I am learning how to re-program this function, but it takes trial and error. I have to evaluate each social interaction and recategorize it based on reality, not based on my fear of what could have happened. Children do this, when they hide in safety behind mommy’s legs with new people. We think this is cute and endearing in a 4 yr old, not so cute in a 34 yr old. I never had anyone safe to hide behind and tell me who to trust. Even worse, the ones I was supposed to learn that from violated my trust, making the world seem untrustable at my most fundamental core.

So I will trust my body when it feels uncomfortable.

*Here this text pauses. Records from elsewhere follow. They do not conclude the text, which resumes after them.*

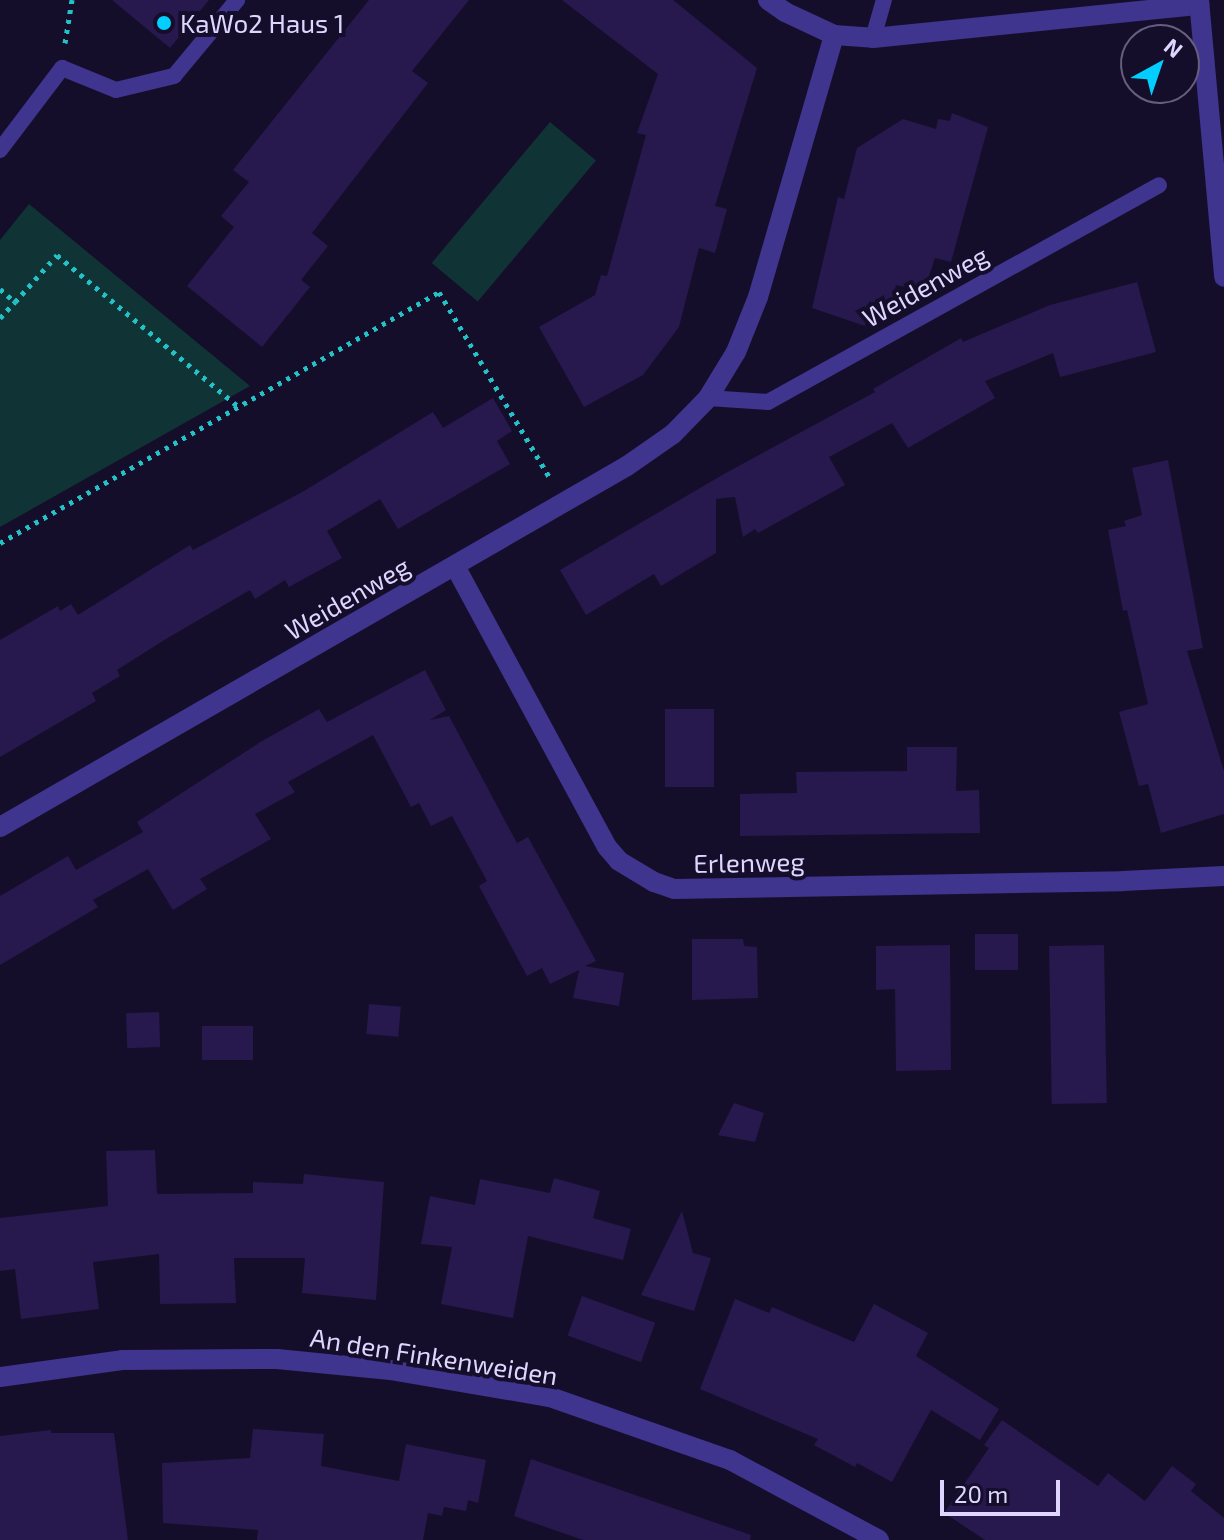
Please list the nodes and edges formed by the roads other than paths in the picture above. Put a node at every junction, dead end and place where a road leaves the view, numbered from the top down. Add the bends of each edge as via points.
1 (237, 0) edge
2 (768, 0) edge
3 (884, 0) edge
4 (1199, 2) edge
5 (834, 35) junction
6 (873, 38) junction
7 (0, 150) edge
8 (1159, 185) dead end
9 (1224, 277) edge
10 (708, 398) junction
11 (455, 566) junction
12 (0, 827) edge
13 (1224, 876) edge
14 (0, 1377) edge
15 (879, 1540) edge

1 - 7 lane via 174,76 116,90 62,68
2 - 5 street
3 - 6 lane
4 - 6 street
4 - 9 street
5 - 6 street
5 - 10 street, Weidenweg via 758,297 736,352
8 - 10 lane, Weidenweg via 768,402
10 - 11 street, Weidenweg via 673,434
11 - 12 street, Weidenweg
11 - 13 street, Erlenweg via 607,847 619,861 654,882 674,889
14 - 15 street, An den Finkenweiden via 122,1360 277,1359 390,1370 550,1397 730,1460

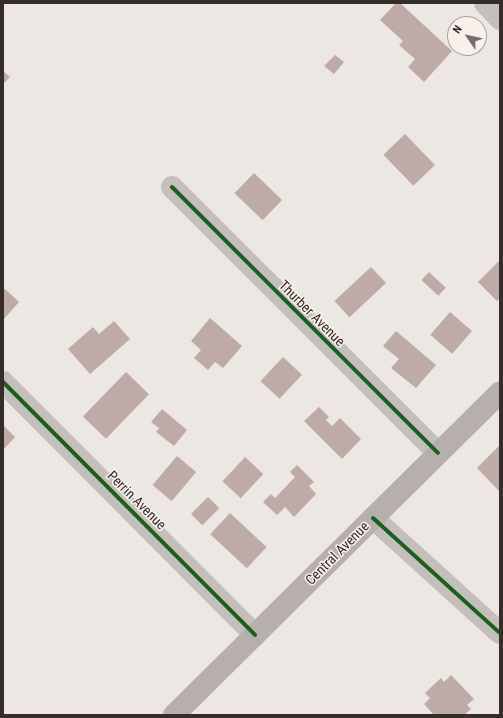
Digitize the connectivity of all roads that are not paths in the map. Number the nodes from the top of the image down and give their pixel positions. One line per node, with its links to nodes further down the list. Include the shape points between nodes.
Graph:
1 (485, 3): 2 (street)
2 (500, 19)
3 (172, 187): 6 (street, Thurber Avenue)
4 (3, 382): 9 (street, Perrin Avenue)
5 (500, 392): 6 (main road, Central Avenue)
6 (438, 453): 7 (main road, Central Avenue)
7 (373, 518): 8 (street); 9 (main road, Central Avenue)
8 (500, 633)
9 (255, 635): 10 (main road, Central Avenue)
10 (174, 715)

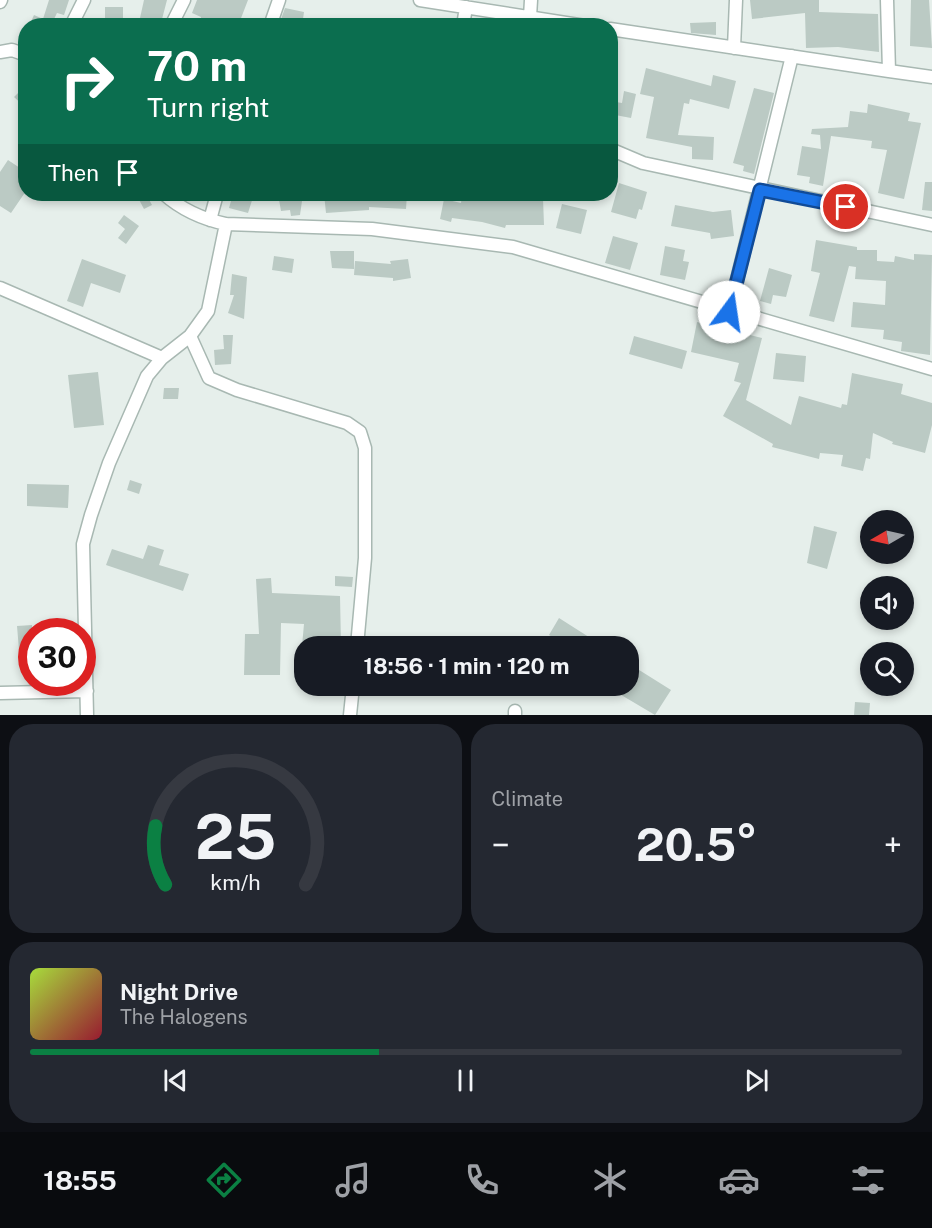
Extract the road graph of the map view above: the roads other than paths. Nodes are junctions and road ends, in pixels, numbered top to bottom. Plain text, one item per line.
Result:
1 (84, 0) edge
2 (184, 0) edge
3 (279, 0) edge
4 (420, 0) edge
5 (531, 0) edge
6 (736, 0) edge
7 (887, 0) edge
8 (466, 7) junction
9 (530, 17) junction
10 (76, 18) edge
11 (175, 18) edge
12 (273, 18) edge
13 (464, 18) edge
14 (536, 18) edge
15 (618, 30) edge
16 (734, 48) junction
17 (0, 52) edge
18 (18, 52) edge
19 (792, 56) junction
20 (889, 70) junction
21 (932, 77) edge
22 (618, 152) edge
23 (760, 190) junction
24 (172, 201) edge
25 (215, 201) edge
26 (210, 220) junction
27 (226, 224) junction
28 (932, 225) edge
29 (0, 288) edge
30 (729, 312) junction
31 (190, 336) junction
32 (162, 358) junction
33 (932, 369) edge
34 (86, 618) edge
35 (358, 636) edge
36 (0, 693) edge
37 (18, 693) edge
38 (87, 696) edge
39 (352, 696) edge
40 (87, 715) edge
41 (350, 715) edge

1 - 10 street
2 - 11 street
3 - 12 street
4 - 8 street
5 - 9 street
6 - 16 street
7 - 20 street
8 - 9 street
8 - 13 street
9 - 14 street
15 - 16 street
16 - 19 street
17 - 18 street
19 - 20 street
19 - 23 street
20 - 21 street
22 - 23 street
23 - 28 street
23 - 30 street
24 - 26 street
25 - 26 street
26 - 27 street
27 - 30 street
27 - 31 street
29 - 32 street
30 - 33 street
31 - 32 street
31 - 35 street
32 - 34 street
36 - 37 street
38 - 40 street
39 - 41 street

I will reach out to others that I do now trust, and hide behind them until I figure out if it is safe or not. I am ok with this. I don’t have to have all of the answers right away – I have an entire childhood and adolescence worth of learning to do, but I am confident I can do it and emerge one day as functional. I may be 104 yrs old by that time, but I am happy to think of it as learning, instead of my burden. I love learning and will do well by reframing this.



7 thoughts on “PTSD suffering is invisible. I am not invisible.

  1. I love the way you analyze and reframe the insanity so it makes sense. I never thought about PTSD being invisible while I’m visible. Go you!

    • Thanks. Trying to make PTSD just a part of my life, not something controlling my life. I’m learning my own reactions and starting to figure out the reactions of others. Trying to approach the world with curiosity rather than fear.

  2. You and I are so alike, I learn from you in very important ways. I wonder, do you realize how important your journey is to some of us who come here to read. Yes, some of us have walked the path before you, have figured out triggers and responses. But even while we may have figured them out, you are doing amazing things, I know I celebrate with you but also learn.

    Thank you for being so willing to put yourself out here.

    • I am honored to read this from a brilliant and strong women like you. It gives me strength to think my words are helpful, that my path helps me grow and others learn as well.

  3. The most articulate discussion of the dilemma, both internal and external, and the absolute importance of not hiding, but including the people closest to us. Thank you, thank you, thank you.

  4. Reblogged this on Living is Not Mental Illness and commented:
    This post is so articulate and dead-on about the challenge of embracing the ways mental scars flare, and how to integrate the awareness in the larger canvas of our lives–the world where people who love us dwell–that I simply encourage you to read it, and share it.